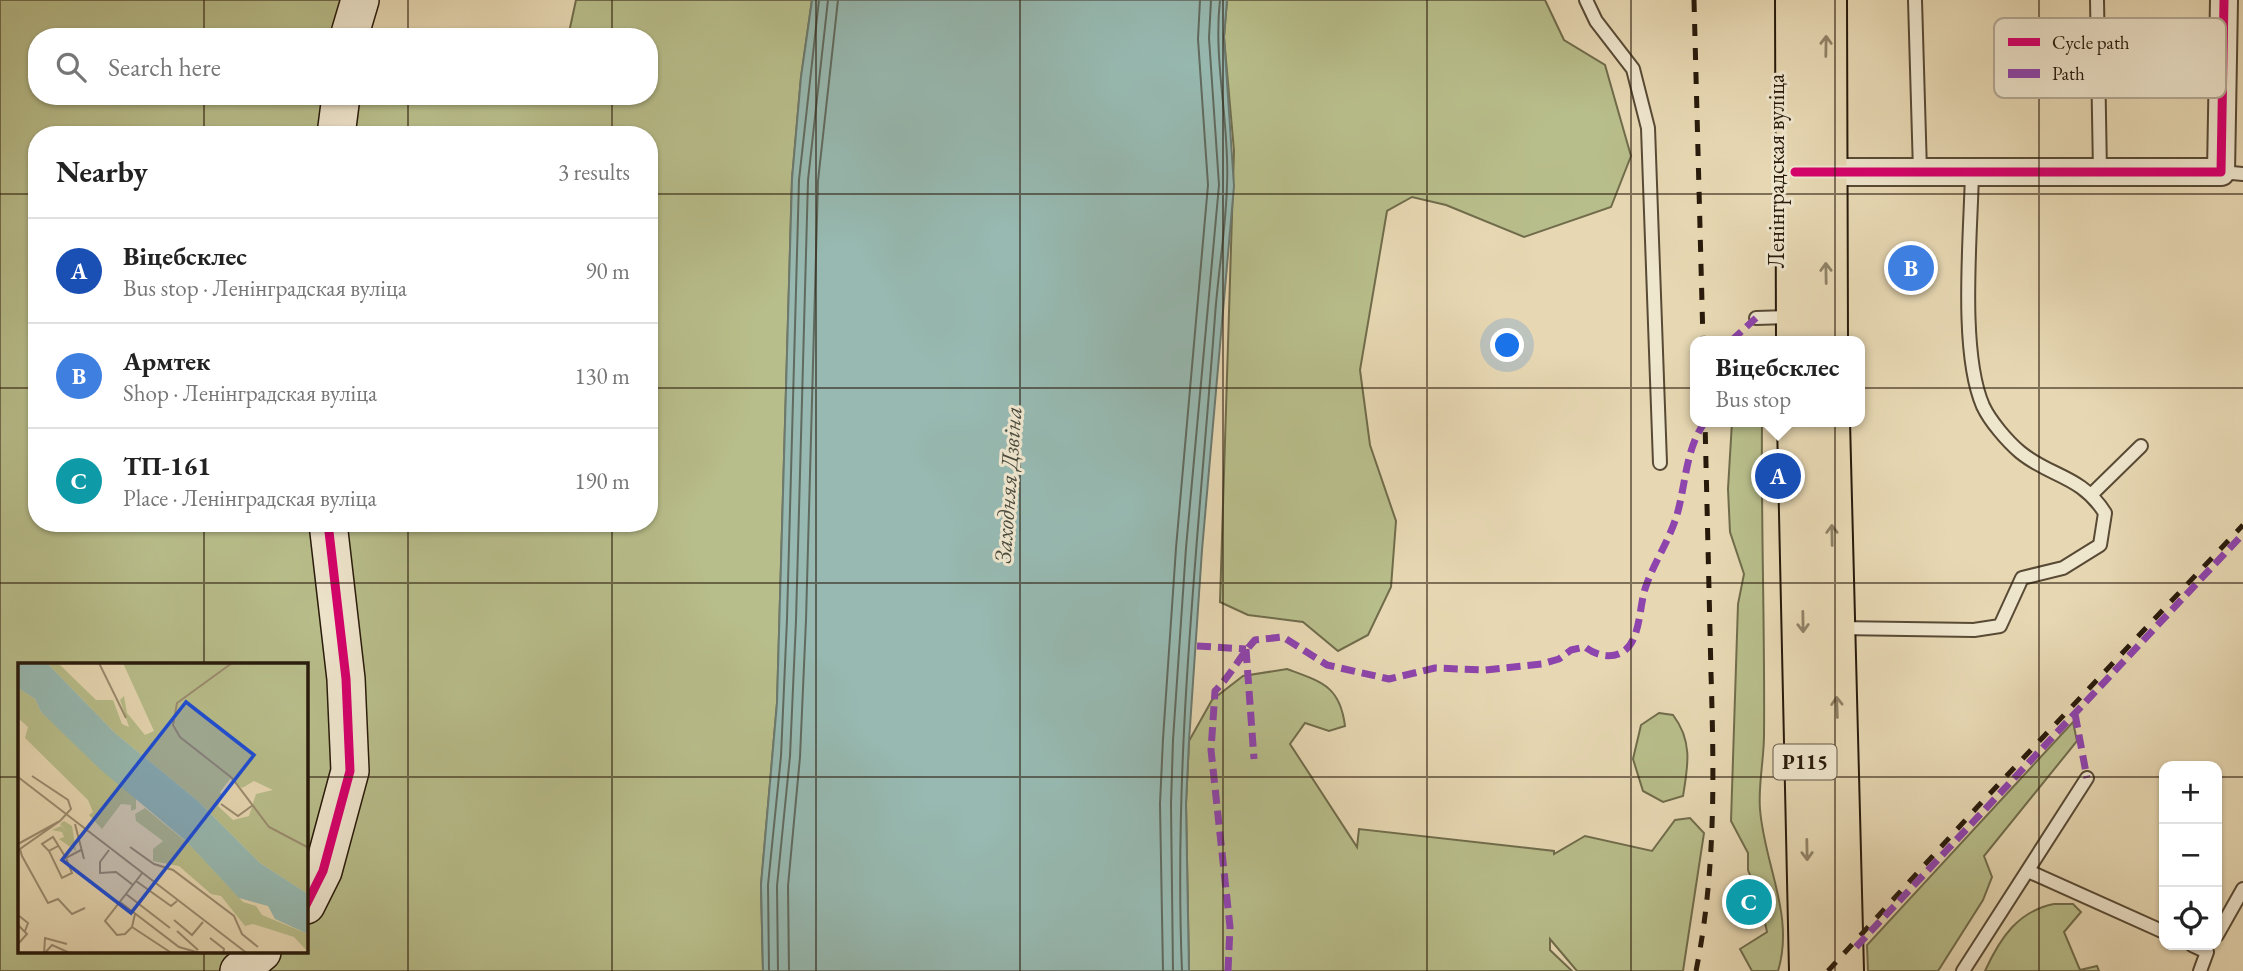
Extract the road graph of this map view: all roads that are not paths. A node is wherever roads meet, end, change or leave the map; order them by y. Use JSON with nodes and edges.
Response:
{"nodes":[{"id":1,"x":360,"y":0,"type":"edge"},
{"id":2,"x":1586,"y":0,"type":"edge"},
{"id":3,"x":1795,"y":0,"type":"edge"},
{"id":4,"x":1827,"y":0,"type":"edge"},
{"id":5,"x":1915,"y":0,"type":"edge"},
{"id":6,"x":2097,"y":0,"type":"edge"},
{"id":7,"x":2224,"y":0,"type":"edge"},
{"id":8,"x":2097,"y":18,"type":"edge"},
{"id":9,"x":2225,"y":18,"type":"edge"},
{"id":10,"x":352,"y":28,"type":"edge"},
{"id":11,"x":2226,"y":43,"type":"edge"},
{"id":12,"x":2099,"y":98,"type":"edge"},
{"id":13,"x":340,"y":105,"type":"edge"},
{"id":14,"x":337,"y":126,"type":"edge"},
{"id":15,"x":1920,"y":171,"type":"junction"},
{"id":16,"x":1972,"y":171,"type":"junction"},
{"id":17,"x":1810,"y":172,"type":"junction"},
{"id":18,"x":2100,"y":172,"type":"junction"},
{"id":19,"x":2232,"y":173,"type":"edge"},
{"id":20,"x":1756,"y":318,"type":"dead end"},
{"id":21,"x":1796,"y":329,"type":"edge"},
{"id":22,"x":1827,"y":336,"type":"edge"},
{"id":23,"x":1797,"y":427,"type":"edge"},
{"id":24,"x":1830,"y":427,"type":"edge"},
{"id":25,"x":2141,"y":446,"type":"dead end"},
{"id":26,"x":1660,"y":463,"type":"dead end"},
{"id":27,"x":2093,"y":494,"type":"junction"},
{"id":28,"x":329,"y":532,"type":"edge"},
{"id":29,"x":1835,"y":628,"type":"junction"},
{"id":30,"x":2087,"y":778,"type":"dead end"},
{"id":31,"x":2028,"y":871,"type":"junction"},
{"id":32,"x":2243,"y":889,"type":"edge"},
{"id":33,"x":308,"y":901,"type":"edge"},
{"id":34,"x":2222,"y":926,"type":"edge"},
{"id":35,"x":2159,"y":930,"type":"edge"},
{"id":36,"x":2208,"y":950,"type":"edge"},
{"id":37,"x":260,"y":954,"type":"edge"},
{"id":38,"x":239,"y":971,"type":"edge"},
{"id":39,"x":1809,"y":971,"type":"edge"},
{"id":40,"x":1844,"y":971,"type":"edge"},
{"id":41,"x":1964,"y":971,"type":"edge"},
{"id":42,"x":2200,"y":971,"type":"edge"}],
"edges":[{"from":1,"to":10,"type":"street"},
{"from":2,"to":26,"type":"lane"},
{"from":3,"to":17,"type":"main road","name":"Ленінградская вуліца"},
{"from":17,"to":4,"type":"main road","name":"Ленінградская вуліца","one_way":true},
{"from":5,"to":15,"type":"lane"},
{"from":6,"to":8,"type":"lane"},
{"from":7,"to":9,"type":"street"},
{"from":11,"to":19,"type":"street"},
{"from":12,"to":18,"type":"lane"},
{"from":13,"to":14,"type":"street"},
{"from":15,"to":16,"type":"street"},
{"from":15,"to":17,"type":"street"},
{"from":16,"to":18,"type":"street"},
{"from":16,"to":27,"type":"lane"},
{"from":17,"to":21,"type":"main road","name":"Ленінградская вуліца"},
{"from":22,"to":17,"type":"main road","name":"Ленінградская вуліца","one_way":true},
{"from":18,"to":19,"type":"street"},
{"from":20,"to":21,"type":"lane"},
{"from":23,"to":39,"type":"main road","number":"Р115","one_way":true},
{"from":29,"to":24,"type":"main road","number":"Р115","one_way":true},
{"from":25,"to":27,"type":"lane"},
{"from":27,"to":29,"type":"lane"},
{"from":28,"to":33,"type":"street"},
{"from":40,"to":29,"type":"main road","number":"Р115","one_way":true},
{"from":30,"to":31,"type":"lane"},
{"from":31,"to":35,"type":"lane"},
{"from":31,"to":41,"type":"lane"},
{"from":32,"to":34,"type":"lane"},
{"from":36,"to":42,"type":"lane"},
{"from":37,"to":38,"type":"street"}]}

===

If a line in the data above contains "dead", return that line.

**EXERCISE OUTPUT:**
{"id":20,"x":1756,"y":318,"type":"dead end"},
{"id":25,"x":2141,"y":446,"type":"dead end"},
{"id":26,"x":1660,"y":463,"type":"dead end"},
{"id":30,"x":2087,"y":778,"type":"dead end"},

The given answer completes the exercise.